YOUR INSTRUCTIONS
Could you reproduce, from the records below, everything from the line with "path.moveTo(r[0], r[1]);" down to the line with "ctx.textBaseline = 'middle';", keeping both of those lines and changing nothing?

ENTRIES SUPPLIED
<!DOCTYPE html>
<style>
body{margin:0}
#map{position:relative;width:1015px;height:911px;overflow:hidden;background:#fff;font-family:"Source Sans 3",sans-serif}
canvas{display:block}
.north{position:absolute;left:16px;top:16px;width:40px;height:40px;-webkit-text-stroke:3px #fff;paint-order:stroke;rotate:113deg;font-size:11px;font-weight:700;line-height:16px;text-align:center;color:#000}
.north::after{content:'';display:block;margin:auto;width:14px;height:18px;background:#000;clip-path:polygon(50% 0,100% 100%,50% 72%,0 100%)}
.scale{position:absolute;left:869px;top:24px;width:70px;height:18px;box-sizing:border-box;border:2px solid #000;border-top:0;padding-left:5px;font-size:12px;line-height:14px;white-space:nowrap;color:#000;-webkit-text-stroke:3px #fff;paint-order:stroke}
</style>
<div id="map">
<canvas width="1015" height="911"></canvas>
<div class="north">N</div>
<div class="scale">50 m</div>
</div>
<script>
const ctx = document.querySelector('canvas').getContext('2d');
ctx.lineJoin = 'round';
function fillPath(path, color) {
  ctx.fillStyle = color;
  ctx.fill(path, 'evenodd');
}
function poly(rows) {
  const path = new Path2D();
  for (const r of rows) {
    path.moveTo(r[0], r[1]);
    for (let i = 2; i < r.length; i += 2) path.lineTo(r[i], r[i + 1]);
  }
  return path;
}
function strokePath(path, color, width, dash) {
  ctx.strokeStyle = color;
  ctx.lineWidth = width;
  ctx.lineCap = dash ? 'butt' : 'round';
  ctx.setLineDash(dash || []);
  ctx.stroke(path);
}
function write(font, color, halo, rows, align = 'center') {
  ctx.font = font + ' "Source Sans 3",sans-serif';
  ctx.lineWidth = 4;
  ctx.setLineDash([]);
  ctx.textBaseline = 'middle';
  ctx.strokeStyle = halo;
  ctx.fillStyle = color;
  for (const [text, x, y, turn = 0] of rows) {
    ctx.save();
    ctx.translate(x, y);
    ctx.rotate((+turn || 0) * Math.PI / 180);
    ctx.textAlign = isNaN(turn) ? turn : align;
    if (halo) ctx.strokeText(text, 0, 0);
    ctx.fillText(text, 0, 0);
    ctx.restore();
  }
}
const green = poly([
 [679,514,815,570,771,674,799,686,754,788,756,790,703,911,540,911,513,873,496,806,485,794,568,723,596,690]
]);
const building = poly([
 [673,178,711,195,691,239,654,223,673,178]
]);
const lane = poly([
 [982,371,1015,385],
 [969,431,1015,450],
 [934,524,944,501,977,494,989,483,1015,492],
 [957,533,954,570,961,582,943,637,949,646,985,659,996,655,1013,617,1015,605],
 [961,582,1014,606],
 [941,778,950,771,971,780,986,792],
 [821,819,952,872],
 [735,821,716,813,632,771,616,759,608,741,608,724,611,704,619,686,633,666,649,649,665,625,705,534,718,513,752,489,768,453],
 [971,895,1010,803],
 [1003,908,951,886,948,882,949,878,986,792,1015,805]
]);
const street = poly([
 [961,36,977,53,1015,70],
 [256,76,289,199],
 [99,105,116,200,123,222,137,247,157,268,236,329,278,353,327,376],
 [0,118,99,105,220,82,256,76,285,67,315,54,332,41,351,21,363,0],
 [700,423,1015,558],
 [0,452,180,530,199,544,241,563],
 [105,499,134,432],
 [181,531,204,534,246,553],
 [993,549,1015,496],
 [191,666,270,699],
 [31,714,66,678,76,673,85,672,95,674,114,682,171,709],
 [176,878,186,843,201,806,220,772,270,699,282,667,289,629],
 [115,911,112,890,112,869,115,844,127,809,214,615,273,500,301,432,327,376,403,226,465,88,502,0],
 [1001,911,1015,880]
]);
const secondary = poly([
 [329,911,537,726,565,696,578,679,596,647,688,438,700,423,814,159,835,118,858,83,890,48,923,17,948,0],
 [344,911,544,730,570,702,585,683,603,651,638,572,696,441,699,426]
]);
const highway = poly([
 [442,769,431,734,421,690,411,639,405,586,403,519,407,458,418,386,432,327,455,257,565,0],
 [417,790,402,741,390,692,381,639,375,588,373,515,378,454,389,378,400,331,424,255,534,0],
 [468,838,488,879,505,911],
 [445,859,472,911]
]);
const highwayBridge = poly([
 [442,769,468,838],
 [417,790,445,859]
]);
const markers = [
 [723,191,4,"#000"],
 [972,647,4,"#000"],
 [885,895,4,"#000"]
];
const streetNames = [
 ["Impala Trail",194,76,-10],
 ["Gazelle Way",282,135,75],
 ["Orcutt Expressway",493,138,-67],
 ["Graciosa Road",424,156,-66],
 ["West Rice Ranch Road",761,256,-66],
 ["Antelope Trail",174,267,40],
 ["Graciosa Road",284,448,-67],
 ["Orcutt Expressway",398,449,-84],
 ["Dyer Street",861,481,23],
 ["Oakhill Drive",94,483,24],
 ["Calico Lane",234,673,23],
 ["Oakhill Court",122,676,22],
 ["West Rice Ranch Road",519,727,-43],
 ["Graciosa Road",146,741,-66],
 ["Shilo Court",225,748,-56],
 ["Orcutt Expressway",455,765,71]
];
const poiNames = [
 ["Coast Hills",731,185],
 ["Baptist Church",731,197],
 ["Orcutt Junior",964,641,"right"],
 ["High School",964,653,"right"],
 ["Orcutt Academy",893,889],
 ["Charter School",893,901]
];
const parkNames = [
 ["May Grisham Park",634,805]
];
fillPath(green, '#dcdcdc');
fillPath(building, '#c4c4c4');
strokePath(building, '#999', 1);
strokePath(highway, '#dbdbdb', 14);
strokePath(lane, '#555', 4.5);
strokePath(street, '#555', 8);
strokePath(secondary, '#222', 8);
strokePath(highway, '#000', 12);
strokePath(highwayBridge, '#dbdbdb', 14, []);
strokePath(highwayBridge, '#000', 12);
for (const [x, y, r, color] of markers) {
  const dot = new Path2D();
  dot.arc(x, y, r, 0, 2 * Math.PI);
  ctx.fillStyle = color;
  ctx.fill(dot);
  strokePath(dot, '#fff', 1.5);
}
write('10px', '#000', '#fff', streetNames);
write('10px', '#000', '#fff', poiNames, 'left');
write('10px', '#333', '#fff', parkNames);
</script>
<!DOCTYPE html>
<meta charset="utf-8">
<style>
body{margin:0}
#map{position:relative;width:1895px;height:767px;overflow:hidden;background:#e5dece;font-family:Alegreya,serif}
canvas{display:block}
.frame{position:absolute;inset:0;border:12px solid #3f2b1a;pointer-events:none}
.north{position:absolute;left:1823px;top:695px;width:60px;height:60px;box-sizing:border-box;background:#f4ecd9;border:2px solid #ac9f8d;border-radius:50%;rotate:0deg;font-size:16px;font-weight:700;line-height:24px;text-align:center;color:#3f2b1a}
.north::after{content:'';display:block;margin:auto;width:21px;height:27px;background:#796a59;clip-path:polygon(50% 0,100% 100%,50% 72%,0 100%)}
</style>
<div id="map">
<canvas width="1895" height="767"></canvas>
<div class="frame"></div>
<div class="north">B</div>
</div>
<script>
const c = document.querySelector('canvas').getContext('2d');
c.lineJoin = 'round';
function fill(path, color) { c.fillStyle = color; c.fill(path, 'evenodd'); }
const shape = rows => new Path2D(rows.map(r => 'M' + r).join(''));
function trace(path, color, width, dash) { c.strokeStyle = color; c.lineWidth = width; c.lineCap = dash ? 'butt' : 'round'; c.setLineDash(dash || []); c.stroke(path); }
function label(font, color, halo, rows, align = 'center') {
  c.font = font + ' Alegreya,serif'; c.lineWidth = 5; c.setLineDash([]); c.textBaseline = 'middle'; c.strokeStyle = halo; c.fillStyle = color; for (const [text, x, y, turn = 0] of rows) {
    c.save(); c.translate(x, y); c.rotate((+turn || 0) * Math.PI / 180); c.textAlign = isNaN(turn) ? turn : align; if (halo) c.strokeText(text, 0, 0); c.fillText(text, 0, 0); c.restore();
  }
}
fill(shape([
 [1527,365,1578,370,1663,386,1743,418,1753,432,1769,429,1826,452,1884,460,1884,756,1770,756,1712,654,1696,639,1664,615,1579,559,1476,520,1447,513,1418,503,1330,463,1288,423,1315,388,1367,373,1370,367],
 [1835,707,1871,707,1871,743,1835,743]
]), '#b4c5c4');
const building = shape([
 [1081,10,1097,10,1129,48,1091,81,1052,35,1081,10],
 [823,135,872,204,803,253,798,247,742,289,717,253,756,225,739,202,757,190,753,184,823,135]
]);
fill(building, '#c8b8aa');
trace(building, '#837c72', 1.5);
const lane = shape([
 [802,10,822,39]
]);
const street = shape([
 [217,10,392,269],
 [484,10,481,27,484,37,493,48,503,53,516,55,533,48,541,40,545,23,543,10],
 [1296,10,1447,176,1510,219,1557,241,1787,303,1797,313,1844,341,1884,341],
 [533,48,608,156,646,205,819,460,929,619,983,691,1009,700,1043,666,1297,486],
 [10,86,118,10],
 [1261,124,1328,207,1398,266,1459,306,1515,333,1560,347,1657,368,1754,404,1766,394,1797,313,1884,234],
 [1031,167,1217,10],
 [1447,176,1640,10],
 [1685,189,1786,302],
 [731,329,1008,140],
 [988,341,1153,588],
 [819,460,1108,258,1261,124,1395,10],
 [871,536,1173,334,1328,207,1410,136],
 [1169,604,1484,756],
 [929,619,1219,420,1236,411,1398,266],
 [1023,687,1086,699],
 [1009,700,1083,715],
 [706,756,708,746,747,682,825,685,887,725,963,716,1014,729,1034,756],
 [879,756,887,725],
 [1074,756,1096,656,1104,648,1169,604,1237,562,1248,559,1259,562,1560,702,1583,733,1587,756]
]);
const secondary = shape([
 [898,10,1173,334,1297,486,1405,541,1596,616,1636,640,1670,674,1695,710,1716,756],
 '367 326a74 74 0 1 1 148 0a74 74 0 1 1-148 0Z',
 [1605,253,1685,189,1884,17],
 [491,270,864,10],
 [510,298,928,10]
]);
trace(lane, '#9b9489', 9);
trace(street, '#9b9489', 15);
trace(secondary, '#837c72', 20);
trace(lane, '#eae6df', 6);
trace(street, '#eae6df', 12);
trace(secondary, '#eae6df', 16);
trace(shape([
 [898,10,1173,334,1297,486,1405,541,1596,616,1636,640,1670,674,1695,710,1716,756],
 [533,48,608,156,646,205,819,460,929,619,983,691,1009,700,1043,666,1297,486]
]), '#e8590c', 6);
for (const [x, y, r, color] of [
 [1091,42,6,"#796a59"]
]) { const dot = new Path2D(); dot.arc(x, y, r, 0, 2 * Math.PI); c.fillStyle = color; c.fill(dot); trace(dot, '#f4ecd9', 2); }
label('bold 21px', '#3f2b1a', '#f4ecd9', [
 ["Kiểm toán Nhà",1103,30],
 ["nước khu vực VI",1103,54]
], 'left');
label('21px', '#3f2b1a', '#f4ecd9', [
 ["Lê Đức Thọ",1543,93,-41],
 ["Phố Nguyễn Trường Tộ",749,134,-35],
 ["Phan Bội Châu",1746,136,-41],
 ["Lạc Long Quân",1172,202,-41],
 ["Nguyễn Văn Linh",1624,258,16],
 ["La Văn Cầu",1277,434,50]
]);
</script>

TASK SOLUTION
    path.moveTo(r[0], r[1]);
    for (let i = 2; i < r.length; i += 2) path.lineTo(r[i], r[i + 1]);
  }
  return path;
}
function strokePath(path, color, width, dash) {
  ctx.strokeStyle = color;
  ctx.lineWidth = width;
  ctx.lineCap = dash ? 'butt' : 'round';
  ctx.setLineDash(dash || []);
  ctx.stroke(path);
}
function write(font, color, halo, rows, align = 'center') {
  ctx.font = font + ' "Source Sans 3",sans-serif';
  ctx.lineWidth = 4;
  ctx.setLineDash([]);
  ctx.textBaseline = 'middle';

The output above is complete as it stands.